Bisnis.com, JAKARTA — Ekonom menilai proses hilirisasi komoditas tembaga masih mengalami sejumlah tantangan seiring dengan fenomena fasilitas operasional tambang dan smelter besar di Indonesia yang mengalami insiden kahar.
Direktur Eksekutif Core Mohammad Faisal mengatakan selain kondisi tak terduga, dia melihat pemerintah masih belum memberikan arah jelas untuk penghiliran tembaga sehingga pasokan yang diproduksi juga dapat teroptimalkan dalam negeri.
“Menurut saya yang jelas perlu arah, supaya dia lebih terdorong hilirisasi tembaga ini, perlu arah yang jelaskan untuk hilirisasi nya ke produk-produk turunannya,” kata Faisal kepada Bisnis, Rabu (5/11/2025).
Arah kebijakan hilirisasi dinilai perlu memperhatikan sinergi antara pengembangan industri turunan dengan ketersediaan bahan baku dari sektor hulu.
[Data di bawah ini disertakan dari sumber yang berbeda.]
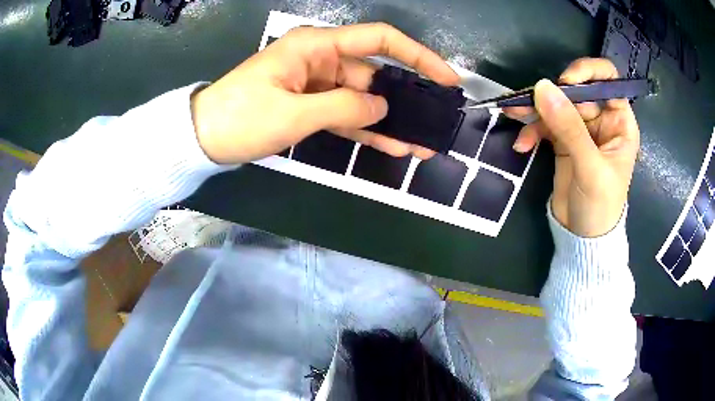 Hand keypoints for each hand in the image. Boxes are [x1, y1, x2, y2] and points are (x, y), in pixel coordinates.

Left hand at [190, 23, 459, 163]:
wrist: (203, 137)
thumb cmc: (241, 117)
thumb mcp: (294, 113)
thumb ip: (344, 107)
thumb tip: (382, 106)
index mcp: (317, 47)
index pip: (379, 40)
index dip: (417, 56)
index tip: (445, 77)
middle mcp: (321, 60)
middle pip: (375, 74)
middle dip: (406, 99)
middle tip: (434, 123)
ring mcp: (317, 85)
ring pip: (363, 99)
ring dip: (389, 121)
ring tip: (419, 143)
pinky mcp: (310, 105)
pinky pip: (346, 114)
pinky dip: (366, 128)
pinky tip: (392, 145)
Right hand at [505, 58, 639, 236]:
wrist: (582, 237)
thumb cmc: (600, 205)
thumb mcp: (590, 168)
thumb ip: (570, 128)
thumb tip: (542, 87)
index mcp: (619, 122)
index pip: (608, 80)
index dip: (588, 73)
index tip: (566, 81)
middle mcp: (601, 119)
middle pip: (576, 90)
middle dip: (553, 95)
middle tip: (532, 105)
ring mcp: (580, 129)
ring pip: (556, 104)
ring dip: (534, 110)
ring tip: (514, 115)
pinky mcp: (563, 140)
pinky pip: (545, 124)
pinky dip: (532, 131)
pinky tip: (522, 145) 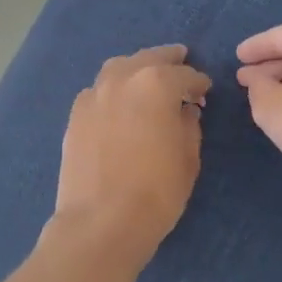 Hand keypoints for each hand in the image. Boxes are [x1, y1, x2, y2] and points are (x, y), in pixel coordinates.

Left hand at [52, 45, 211, 259]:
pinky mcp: (75, 116)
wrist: (101, 222)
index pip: (186, 75)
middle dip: (169, 61)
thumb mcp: (188, 158)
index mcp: (157, 84)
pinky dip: (112, 89)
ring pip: (118, 68)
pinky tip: (118, 103)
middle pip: (149, 59)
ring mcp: (93, 95)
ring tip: (147, 77)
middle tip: (181, 62)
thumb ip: (189, 125)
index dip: (199, 83)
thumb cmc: (157, 192)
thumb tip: (184, 110)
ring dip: (137, 68)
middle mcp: (122, 79)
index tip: (206, 91)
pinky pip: (98, 91) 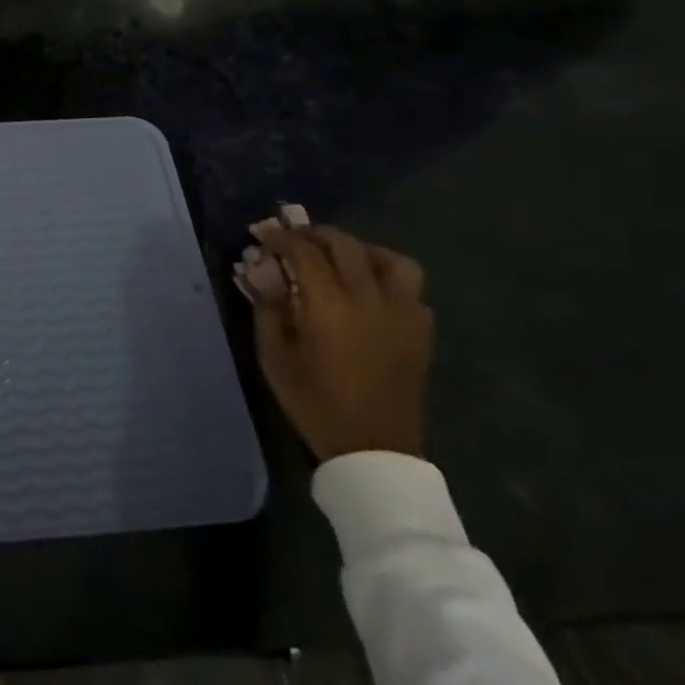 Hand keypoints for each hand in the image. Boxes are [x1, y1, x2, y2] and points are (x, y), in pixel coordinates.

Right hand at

Banyak produk hilir memiliki karakter serupa, namun bergantung pada bahan tambang yang berbeda.
Menurutnya, kendaraan listrik (EV) misalnya, tidak hanya memerlukan nikel untuk baterai, tetapi juga membutuhkan tembaga sebagai komponen penting lainnya.
“Karena itu, pemerintah perlu menentukan terlebih dahulu fokus pengembangan produk hilir, apakah kendaraan listrik, pendingin udara, atau telepon seluler,” jelasnya.
Dia juga menilai, kejelasan arah pengembangan industri hilir perlu disertai dengan peta kebutuhan bahan baku yang spesifik, mencakup nikel, tembaga, aluminium, dan logam lainnya. Dengan begitu, kebijakan hilirisasi dapat memastikan industri hilir benar-benar menyerap bahan baku domestik.
“Harus ada keterkaitan antara industri hilir dan hulu agar arah pengembangan komoditas tambang seperti tembaga, nikel, aluminium, hingga timah saling bersinergi,” ujarnya.
Selain perencanaan, langkah berikutnya adalah memastikan realisasi melalui kebijakan yang mendukung. Faisal juga menekankan pentingnya pemberian insentif tambahan untuk mendorong industri hilir, khususnya sektor turunan tembaga, agar implementasinya berjalan optimal.
Sebelumnya, Ketua Umum Indonesia Mining Association (IMA) Rachmat Makkasau mengatakan defisit tembaga akan terjadi seiring dengan masifnya transisi energi dunia, sehingga penggunaan komoditas mineral, termasuk tembaga menjadi incaran berbagai negara.
“Kenapa Indonesia menjadi salah satu negara yang dibicarakan, karena kita di Indonesia saat ini memproduksi 3%-5% tembaga dunia,” kata Rachmat di Jakarta, Selasa (4/11/2025).
Indonesia diprediksi akan memproduksi 15% tembaga dunia pada 2032-2035. Angka tersebut terbilang besar dan menjadi potensi bagi Indonesia untuk menguasai pasar produk tembaga. Namun, dia menyayangkan industrialisasi produk komoditas ini masih minim.
“Kita produksi sekitar 1 juta ton tembaga kita di Indonesia menyerap 200.000-250.000 ton, sisanya ekspor, bayangkan kalau kita di 2033 memproduksi 15% tembaga dan semuanya dieskpor?” ujarnya.
Indonesia saat ini tengah mendorong penghiliran dengan mengatur pelarangan ekspor konsentrat. Untuk itu, dia mendorong pemerintah untuk memberikan stimulus agar proses industrialisasi produk tembaga makin bergairah.
Adapun, produksi konsentrat tembaga mencapai 1 juta ton, sedangkan konsumsi industri domestik hanya sekitar 200.000-250.000 ton dan sisanya diekspor.
“Ini harus dimanfaatkan oleh Indonesia pengusaha dan negara harus memberikan regulasi terbaik untuk mengnyerap produksi-produksi tembaga di negara kita pada masa yang akan datang,” pungkasnya.